I've created the following test method to understand how SSE and AVX work and what their benefits are. Now I'm actually very surprised to see that System.Runtime.Intrinsics.X86.Avx.Multiply
is less than 5% faster compared to the traditional approach with the *
operator.
I don't understand why this is. Would you please enlighten me?
I've put my benchmark results in the last line of the code examples.
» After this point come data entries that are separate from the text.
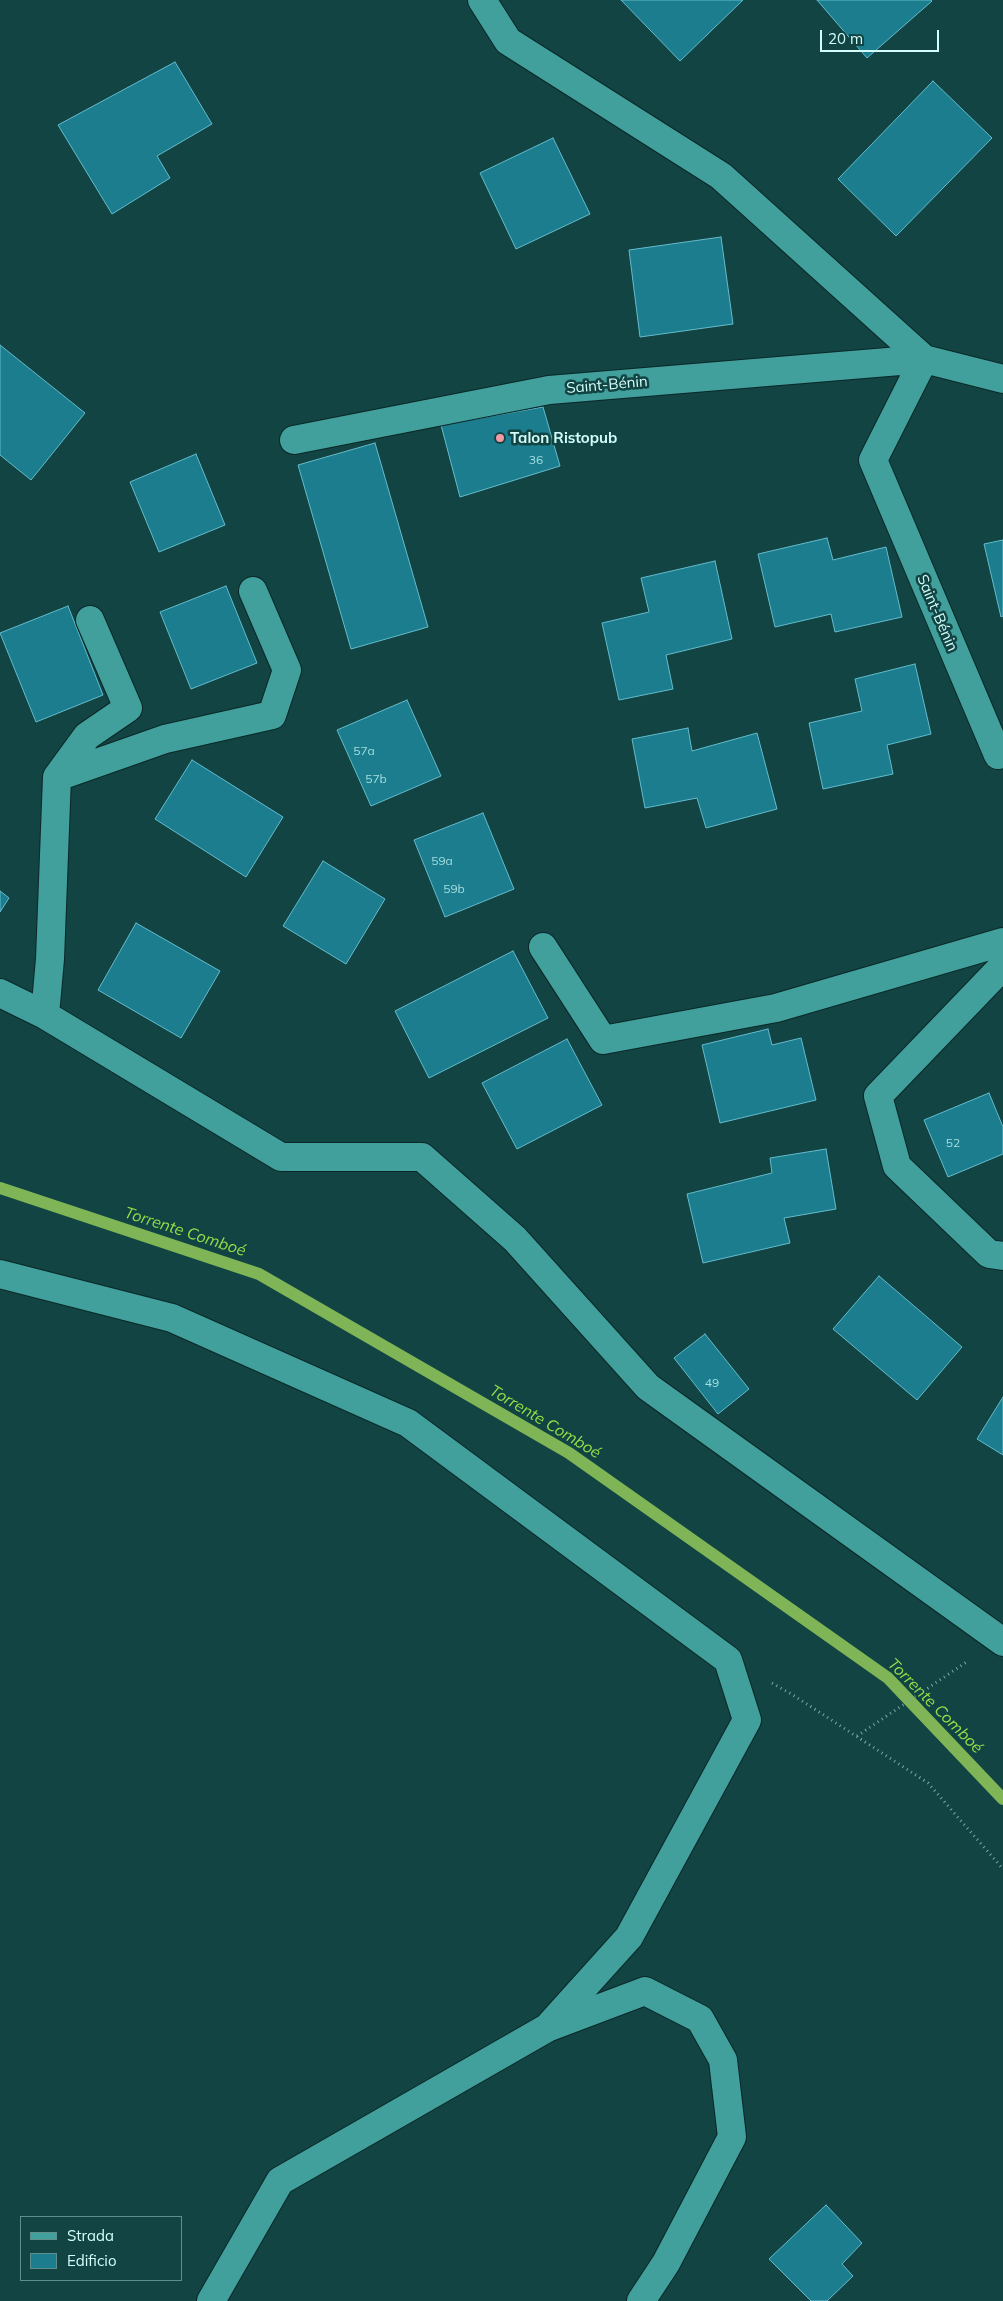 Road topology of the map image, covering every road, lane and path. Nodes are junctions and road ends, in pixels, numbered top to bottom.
1 (482, 0) edge
2 (924, 359) junction
3 (1003, 379) edge
4 (294, 440) dead end
5 (253, 591) dead end
6 (90, 620) dead end
7 (1003, 754) edge
8 (57, 777) junction
9 (1003, 942) edge
10 (543, 948) dead end
11 (1003, 966) edge
12 (0, 993) edge
13 (45, 1015) junction
14 (1003, 1256) edge
15 (0, 1274) edge
16 (1002, 1639) edge
17 (728, 1660) junction
18 (857, 1736) junction
19 (1003, 1869) edge
20 (547, 2028) junction
21 (211, 2301) edge
22 (641, 2301) edge

1 - 2 street, Saint-Bénin
2 - 3 street, Saint-Bénin
2 - 4 street, Saint-Bénin
2 - 7 street, Saint-Bénin
5 - 8 street
6 - 8 street
8 - 13 street
9 - 10 street
11 - 14 street
12 - 13 street
13 - 16 street
15 - 17 street
16 - 18 path
17 - 18 path
17 - 20 street
18 - 19 path
20 - 21 street
20 - 22 street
(long TicksSse2, long TicksAlu) TestFloat()
{
Vector256<float> x = Vector256.Create((float)255, (float)128, (float)64, (float)32, (float)16, (float)8, (float)4, (float)2);
Vector256<float> y = Vector256.Create((float).5);
Stopwatch timerSse = new Stopwatch();
Stopwatch timerAlu = new Stopwatch();
for (int cnt = 0; cnt < 100_000_000; cnt++)
{
timerSse.Start();
var xx = Avx.Multiply(x, y);
timerSse.Stop();
timerAlu.Start();
float a = (float)255 * (float).5;
float b = (float)128 * (float).5;
float c = (float)64 * (float).5;
float d = (float)32 * (float).5;
float e = (float)16 * (float).5;
float f = (float)8 * (float).5;
float g = (float)4 * (float).5;
float h = (float)2 * (float).5;
timerAlu.Stop();
}
return (timerSse.ElapsedMilliseconds, timerAlu.ElapsedMilliseconds);
// timerSse = 1688ms; timerAlu = 1748ms.
}
Even more drastically, I created the following test method for mass byte multiplication. This one is even slower using the SSE commands:
Vector128<byte> MultiplyBytes(Vector128<byte> x, Vector128<byte> y)
{
Vector128<ushort> xAsUShort = x.AsUInt16();
Vector128<ushort> yAsUShort = y.AsUInt16();
Vector128<ushort> dstEven = Sse2.MultiplyLow(xAsUShort, yAsUShort);
Vector128<ushort> dstOdd = Sse2.MultiplyLow(Sse2.ShiftRightLogical(xAsUShort, 8), Sse2.ShiftRightLogical(yAsUShort, 8));
return Sse2.Or(Sse2.ShiftLeftLogical(dstOdd, 8), Sse2.And(dstEven, helper)).AsByte();
}
(long TicksSse2, long TicksAlu) TestBytes()
{
Vector128<byte> x = Vector128.Create((byte)1, (byte)2, (byte)3, (byte)4, (byte)5, (byte)6, (byte)7, (byte)8, (byte)9, (byte)10, (byte)11, (byte)12, (byte)13, (byte)14, (byte)15, (byte)16);
Vector128<byte> y = Vector128.Create((byte)2);
Stopwatch timerSse = new Stopwatch();
Stopwatch timerAlu = new Stopwatch();
for (int cnt = 0; cnt < 100_000_000; cnt++)
{
timerSse.Start();
var xx = MultiplyBytes(x, y);
timerSse.Stop();
timerAlu.Start();
byte a = (byte)1 * (byte)2;
byte b = (byte)2 * (byte)2;
byte c = (byte)3 * (byte)2;
byte d = (byte)4 * (byte)2;
byte e = (byte)5 * (byte)2;
byte f = (byte)6 * (byte)2;
byte g = (byte)7 * (byte)2;
byte h = (byte)8 * (byte)2;
byte i = (byte)9 * (byte)2;
byte j = (byte)10 * (byte)2;
byte k = (byte)11 * (byte)2;
byte l = (byte)12 * (byte)2;
byte m = (byte)13 * (byte)2;
byte n = (byte)14 * (byte)2;
byte o = (byte)15 * (byte)2;
byte p = (byte)16 * (byte)2;
timerAlu.Stop();
}
return (timerSse.ElapsedMilliseconds, timerAlu.ElapsedMilliseconds);
// timerSse = 3439ms; timerAlu = 1800ms
}